Yayıncılık anlamında faaliyet gösteren kanal ve grupların gerek mecra, gerekse sayılarındaki artışın RTÜK’ün faaliyet ve kararlarını daha önemli hale getirdiğini ifade eden Özdemir; “Zaman zaman gerçekleştirilen suçu ve suçluyu meşru gösteren, yalan ve iftira yüklü yayınlarla kamuoyunu yönlendirmeyi amaç ve alışkanlık edinen, Türk aile yapısını hedef alan ve sapkın akımlara yol açan yayıncılık faaliyetleri karşısında daha hassas olunmalı, Türk Milleti’nin değerleri korunmalıdır. Temenni ve beklentimiz RTÜK’ün sorumluluk sahasına giren konulardaki irade ve kararlılığının sarsılmaz şekilde devam edebilmesidir” diye ekledi.

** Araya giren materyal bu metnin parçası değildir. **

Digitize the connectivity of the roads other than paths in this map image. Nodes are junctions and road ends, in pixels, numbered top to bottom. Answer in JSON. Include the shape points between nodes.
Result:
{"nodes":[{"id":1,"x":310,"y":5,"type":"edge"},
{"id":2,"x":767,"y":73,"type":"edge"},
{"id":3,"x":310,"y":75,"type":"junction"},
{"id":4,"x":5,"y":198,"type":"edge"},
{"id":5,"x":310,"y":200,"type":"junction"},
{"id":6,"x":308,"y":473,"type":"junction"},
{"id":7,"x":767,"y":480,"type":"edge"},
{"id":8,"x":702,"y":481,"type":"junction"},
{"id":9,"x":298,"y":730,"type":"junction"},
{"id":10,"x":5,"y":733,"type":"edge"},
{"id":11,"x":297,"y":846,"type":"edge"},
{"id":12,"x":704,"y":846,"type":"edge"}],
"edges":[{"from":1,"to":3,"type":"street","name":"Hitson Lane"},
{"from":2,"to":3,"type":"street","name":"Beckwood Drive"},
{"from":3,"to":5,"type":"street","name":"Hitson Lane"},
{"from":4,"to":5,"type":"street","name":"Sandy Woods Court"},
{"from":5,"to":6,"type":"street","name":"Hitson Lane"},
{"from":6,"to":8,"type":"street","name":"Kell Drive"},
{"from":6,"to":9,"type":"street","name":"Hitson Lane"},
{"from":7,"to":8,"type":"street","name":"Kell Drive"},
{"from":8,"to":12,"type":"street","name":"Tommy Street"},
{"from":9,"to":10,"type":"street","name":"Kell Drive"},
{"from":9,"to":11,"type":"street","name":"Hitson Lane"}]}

İP televizyonların denetimleri sıkılaştırılmalı
Özdemir, RTÜK’ün alanına giren ve İP televizyonlar olarak kategorize edilen mecralardaki yerel, bölgesel ve ulusal yayınların denetimlerinin de sıklaştırılması gerektiğini belirterek; “Zira sosyal medya üzerinden yayılan her türlü yalan ve iftira yüklü propagandalar ve dezenformasyonlar, dikkat edilirse bahse konu olan mecralardan çıktıktan sonra kamuoyuna servis edilmektedir. İP televizyonların karasal ve uydu üzerinden yayın yapan kuruluşlar gibi şeffaf ve titiz şekilde denetlenmesi üzerinde sergilenecek hassasiyet, yerel medyada yaşanan rekabet konusunda da önem arz etmektedir” ifadelerini kullandı. Ulusal çapta yayın yapan pek çok haber kanalında süregelen bazı yayınlara bakıldığında, özellikle siyasi camia ve devlet adamlarıyla beraber resmi kurumlara yönelik çok sayıda isnatta bulunulduğunu belirten Özdemir; “Bu çerçevede RTÜK, Adalet Bakanlığı ile eşgüdüm halinde bir mekanizmayı hayata geçirmelidir” dedi. Özdemir; “Böylelikle bahse konu olan yorum ve iddiaları televizyon ekranlarından sunan isimlerin tamamını adli merciler vakit kaybetmeksizin davet etmeli, beyanların gerçekliği araştırılmalı, şayet doğru değilse anında işleme tabi tutulmalıdır. Herkesin aklına geleni söyleyebileceği ve türlü yalanlarla dolu sözlerle kamuoyunu zehirleyerek, bundan siyasi kazanç elde edebileceğini zanneden isim ve çevrelere böylelikle fırsat verilmemelidir” ifadelerini kullandı.